── Stored data

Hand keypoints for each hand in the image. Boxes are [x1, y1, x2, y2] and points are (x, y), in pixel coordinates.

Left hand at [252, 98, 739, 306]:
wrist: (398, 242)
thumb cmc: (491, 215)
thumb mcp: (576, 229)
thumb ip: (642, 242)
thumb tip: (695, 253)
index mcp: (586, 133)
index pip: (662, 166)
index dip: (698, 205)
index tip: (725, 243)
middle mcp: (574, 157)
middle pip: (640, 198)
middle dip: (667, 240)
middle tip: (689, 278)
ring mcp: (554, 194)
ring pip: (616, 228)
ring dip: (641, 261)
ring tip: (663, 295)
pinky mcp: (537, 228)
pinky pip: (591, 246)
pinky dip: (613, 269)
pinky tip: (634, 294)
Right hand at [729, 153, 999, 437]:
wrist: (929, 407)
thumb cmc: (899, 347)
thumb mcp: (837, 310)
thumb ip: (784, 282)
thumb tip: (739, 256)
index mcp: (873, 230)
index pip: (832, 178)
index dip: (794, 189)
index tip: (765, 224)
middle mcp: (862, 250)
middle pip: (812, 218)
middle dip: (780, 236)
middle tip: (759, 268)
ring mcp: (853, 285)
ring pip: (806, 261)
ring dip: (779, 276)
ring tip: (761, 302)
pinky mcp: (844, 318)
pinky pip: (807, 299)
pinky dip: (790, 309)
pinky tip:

────

• _Task instructions_
Everything from the line containing "ring pip: (616, 228)" to the last line of the material above must be copied exactly, and only that.

• _Solution for this task_
ring pip: (616, 228)
ring dip: (641, 261)
ring tip: (663, 295)
pinky mcp: (537, 228)
pinky pip: (591, 246)
pinky dip: (613, 269)
pinky tip: (634, 294)
Right hand at [729, 153, 999, 437]:
wrist: (929, 407)
thumb cmc: (899, 347)
thumb mcp: (837, 310)
thumb ip: (784, 282)
thumb tip: (739, 256)
index mcp: (873, 230)
index pip: (832, 178)
index dip: (794, 189)
index tip: (765, 224)
middle mcp: (862, 250)
middle pip: (812, 218)
middle dip: (780, 236)
middle tip: (759, 268)
ring mcp: (853, 285)
ring pip: (806, 261)
ring dip: (779, 276)
ring tip: (761, 302)
pinky mcp: (844, 318)
pinky pip: (807, 299)
pinky dip: (790, 309)
pinky tip:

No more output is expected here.